Meio do ano está aí, inevitável a reflexão. Já se passou metade de 2020 e ainda estamos em casa, a maioria trabalhando de forma remota, crianças sem ir à escola, quase tudo fechado ou funcionando a meio pau. Todos manejando de nos mantermos vivos, trabalhando para garantir subsistência, tentando manter, ao menos, o mínimo funcionando e o máximo de semelhança com nossas vidas de antes. Duro, mas nada é como era antes da covid 19. Tudo é adaptado e restrito.
Tenho escutado muitos relatos de pacientes e amigos cansados. Concordo, também me sinto cansada; passamos por várias fases nesse primeiro semestre, semelhantes às fases do luto descritas por Elisabeth Kubler-Ross: negação, raiva, barganha, depressão e aceitação.
Oscilamos entre estados depressivos de medo, tristeza, de compaixão por aqueles que perderam pessoas queridas nessa pandemia, empatia por aqueles que perderam seus trabalhos, sua liberdade e dignidade e também transitamos em estados mentais de negação, de vontade de sair por aí, de fazer aglomeração e de até mesmo duvidar da existência do covid.

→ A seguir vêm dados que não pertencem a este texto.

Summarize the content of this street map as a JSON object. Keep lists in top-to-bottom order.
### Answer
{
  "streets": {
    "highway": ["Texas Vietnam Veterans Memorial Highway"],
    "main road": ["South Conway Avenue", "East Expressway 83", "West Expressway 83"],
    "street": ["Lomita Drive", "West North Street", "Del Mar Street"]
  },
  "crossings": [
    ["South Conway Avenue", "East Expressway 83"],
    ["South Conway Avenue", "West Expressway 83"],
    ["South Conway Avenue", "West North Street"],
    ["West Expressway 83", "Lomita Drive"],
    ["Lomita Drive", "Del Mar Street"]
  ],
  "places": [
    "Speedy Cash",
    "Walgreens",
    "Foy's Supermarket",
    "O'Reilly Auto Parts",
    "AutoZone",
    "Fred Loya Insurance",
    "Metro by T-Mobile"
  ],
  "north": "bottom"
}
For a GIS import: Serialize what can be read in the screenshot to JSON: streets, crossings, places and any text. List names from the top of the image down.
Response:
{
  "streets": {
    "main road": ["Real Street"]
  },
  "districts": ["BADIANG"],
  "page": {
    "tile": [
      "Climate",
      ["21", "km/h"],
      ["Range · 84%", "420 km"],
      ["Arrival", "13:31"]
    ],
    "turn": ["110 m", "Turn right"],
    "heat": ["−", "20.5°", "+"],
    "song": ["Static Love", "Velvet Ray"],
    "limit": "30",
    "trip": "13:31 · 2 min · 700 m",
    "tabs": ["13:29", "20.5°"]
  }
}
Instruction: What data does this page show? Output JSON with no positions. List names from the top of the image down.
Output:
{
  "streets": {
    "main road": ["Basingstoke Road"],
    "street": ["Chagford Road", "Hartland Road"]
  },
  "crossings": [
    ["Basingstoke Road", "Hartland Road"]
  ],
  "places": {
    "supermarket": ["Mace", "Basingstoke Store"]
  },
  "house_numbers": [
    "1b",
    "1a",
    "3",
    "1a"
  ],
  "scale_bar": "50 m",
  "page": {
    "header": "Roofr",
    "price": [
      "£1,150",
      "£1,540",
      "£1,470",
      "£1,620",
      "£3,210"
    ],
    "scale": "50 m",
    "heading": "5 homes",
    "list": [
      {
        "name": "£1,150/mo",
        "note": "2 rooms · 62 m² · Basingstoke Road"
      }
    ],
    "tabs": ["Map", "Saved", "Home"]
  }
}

O trabalho emocional foi grande e desafiador até aqui, tanto pela nova doença em si, que abalou o mundo, quanto por toda a sujeira que já existia debaixo do tapete no Brasil e que essa ventania só fez soprar nos nossos olhos.
Aproveitadores e saqueadores desse nosso grande País não nos pouparam mesmo em um momento como este. Roubalheira na compra de respiradores, na montagem de hospitais de campanha, má gestão de crise, violação de direitos individuais, censura, medidas restritivas totalmente arbitrárias, tentativas de golpe político, dentre outros. Acho que daria um livro se fôssemos citar todos os absurdos a que fomos expostos só nessa primeira metade do ano. Pensando melhor talvez esse livro até já tenha sido escrito: A Revolta de Atlas. O gigante cansou de carregar o mundo nos seus ombros, na ficção de Ayn Rand, onde cidadãos produtivos cansaram de um governo corrupto.
Morei em Boston nos Estados Unidos por 3 anos e quando resolvi voltar decidi não deixar mais o Brasil. Vi que essa era a minha terra, meu país, minha cidade, onde está a minha família e os meus amigos. É o lugar onde as ruas me trazem lembranças, onde caminho e me sinto em casa, enfim é onde minha vida (que na melhor das hipóteses, já está também provavelmente no meio) faz sentido.
Então, apesar da fadiga, a outra metade de 2020 vem aí e escrevo para tentarmos encontrar forças para a nova demanda. Que sigamos fortes para resistir a covid e todas as agruras decorrentes dela, mas, sobretudo, que tenhamos força e disposição para seguirmos lutando pelo fim da corrupção, pela democracia, pelo fim dos abusos do STF, pelos nossos filhos e brasileirinhos por aí a fora.
Desejo força de gigante a todos nós! Vamos precisar!